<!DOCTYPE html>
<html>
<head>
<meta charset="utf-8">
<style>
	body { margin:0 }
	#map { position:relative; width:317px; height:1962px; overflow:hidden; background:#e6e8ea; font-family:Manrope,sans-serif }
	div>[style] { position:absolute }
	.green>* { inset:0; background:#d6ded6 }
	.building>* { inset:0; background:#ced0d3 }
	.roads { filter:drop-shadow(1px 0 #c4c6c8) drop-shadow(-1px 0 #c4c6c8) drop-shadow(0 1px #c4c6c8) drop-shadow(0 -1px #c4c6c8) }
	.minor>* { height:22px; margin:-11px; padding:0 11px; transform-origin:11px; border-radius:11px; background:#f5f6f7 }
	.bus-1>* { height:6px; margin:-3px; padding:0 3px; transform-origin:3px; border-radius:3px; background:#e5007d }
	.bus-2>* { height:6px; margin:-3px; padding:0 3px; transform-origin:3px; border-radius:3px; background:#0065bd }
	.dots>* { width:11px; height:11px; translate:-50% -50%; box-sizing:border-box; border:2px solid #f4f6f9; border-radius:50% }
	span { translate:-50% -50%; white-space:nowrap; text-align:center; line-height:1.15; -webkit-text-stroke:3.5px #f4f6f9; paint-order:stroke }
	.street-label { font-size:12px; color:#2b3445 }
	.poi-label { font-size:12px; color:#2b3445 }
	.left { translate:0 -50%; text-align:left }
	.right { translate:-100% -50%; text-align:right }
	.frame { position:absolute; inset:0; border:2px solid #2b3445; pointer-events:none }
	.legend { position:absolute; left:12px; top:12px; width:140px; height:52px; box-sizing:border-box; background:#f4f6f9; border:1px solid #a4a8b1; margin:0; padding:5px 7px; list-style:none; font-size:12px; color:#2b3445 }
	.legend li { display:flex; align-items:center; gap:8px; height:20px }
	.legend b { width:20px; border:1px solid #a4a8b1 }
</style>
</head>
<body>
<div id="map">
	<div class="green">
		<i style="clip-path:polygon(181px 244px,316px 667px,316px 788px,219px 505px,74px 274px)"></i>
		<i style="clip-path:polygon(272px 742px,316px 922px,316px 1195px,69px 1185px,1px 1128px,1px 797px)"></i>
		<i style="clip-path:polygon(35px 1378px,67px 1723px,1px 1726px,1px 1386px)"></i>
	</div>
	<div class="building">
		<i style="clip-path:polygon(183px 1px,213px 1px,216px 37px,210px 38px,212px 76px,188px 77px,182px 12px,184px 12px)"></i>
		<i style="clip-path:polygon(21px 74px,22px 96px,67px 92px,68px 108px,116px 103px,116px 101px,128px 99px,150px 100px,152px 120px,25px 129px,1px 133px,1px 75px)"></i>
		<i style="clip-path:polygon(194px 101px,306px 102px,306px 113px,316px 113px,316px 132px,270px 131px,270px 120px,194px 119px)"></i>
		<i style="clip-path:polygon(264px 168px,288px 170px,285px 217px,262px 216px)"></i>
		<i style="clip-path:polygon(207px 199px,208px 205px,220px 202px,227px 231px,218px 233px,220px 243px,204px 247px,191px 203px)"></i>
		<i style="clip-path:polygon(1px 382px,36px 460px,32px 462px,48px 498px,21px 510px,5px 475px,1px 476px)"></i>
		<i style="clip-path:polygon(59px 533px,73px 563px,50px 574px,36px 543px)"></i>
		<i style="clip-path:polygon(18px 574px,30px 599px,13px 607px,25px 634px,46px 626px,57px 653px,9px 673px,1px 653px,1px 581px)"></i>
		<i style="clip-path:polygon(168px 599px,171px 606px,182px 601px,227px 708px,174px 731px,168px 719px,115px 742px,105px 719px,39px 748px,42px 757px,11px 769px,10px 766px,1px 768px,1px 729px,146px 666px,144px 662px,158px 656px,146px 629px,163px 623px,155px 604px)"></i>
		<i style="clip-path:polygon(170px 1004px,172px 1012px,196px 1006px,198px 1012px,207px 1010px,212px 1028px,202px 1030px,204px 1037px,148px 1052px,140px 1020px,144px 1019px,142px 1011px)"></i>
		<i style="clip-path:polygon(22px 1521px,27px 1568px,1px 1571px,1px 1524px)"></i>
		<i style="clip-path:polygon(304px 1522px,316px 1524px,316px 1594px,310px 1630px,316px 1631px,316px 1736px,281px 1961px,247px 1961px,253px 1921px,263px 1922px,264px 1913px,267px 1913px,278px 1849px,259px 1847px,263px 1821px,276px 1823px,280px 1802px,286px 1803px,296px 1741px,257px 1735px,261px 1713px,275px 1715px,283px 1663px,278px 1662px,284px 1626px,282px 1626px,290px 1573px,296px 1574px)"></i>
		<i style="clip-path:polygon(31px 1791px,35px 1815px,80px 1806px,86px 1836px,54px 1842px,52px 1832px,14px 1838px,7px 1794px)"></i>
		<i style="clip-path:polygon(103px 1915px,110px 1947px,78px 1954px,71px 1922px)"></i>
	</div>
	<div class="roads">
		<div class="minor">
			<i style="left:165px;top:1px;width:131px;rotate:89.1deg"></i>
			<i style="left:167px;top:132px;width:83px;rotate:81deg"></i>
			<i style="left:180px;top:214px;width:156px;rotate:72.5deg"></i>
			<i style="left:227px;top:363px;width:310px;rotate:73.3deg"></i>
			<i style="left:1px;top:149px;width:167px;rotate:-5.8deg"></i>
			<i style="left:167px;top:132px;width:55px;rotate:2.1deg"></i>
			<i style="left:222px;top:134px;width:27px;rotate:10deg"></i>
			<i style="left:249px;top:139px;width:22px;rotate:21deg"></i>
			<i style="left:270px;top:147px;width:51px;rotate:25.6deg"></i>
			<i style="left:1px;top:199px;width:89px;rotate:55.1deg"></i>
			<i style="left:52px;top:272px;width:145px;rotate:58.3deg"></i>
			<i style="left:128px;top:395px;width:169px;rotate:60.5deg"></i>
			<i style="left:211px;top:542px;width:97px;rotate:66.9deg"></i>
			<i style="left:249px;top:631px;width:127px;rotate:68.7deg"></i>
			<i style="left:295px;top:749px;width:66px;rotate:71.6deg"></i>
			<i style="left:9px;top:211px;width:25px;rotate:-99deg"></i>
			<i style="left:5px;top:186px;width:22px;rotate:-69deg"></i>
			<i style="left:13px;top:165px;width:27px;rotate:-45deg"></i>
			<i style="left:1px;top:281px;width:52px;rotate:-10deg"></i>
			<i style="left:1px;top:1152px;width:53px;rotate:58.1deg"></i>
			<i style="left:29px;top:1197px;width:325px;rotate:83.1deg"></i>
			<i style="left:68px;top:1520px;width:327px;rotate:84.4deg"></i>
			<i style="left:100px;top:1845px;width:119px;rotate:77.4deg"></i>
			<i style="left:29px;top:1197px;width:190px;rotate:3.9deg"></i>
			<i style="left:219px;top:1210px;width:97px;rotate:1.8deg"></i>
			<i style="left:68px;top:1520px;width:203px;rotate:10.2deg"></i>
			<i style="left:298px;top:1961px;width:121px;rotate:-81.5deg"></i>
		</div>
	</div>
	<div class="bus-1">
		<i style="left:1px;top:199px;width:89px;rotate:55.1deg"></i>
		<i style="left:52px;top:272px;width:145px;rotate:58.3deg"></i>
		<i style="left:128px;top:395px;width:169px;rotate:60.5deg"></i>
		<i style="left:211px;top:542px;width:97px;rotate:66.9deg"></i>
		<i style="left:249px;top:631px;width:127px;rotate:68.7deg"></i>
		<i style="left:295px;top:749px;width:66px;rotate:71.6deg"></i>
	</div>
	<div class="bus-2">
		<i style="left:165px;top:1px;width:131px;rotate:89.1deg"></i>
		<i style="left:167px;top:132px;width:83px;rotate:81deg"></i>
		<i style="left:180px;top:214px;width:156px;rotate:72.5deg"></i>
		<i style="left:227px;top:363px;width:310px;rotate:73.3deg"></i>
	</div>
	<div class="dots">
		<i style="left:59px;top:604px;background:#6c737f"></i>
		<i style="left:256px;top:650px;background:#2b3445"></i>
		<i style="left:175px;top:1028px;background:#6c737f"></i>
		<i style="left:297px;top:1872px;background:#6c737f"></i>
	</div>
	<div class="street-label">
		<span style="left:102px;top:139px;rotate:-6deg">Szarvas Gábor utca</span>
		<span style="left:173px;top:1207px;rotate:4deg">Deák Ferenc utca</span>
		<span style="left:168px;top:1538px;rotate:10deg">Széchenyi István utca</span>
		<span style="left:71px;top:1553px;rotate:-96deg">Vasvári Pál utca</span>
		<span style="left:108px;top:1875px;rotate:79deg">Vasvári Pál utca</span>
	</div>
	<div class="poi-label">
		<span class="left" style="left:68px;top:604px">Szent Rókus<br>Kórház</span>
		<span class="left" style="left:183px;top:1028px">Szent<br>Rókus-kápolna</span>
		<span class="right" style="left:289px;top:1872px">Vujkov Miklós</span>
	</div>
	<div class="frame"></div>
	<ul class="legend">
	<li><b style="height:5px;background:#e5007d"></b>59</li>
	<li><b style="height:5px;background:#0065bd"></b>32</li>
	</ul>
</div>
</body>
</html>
┄┄┄┄┄┄
Your goal — Exactly as written, repeat the lines from the start of the listing through the line containing "filter:drop-shadow(1px 0 #c4c6c8)", both included.

Response box —
<!DOCTYPE html>
<html>
<head>
<meta charset="utf-8">
<style>
	body { margin:0 }
	#map { position:relative; width:317px; height:1962px; overflow:hidden; background:#e6e8ea; font-family:Manrope,sans-serif }
	div>[style] { position:absolute }
	.green>* { inset:0; background:#d6ded6 }
	.building>* { inset:0; background:#ced0d3 }
	.roads { filter:drop-shadow(1px 0 #c4c6c8) drop-shadow(-1px 0 #c4c6c8) drop-shadow(0 1px #c4c6c8) drop-shadow(0 -1px #c4c6c8) }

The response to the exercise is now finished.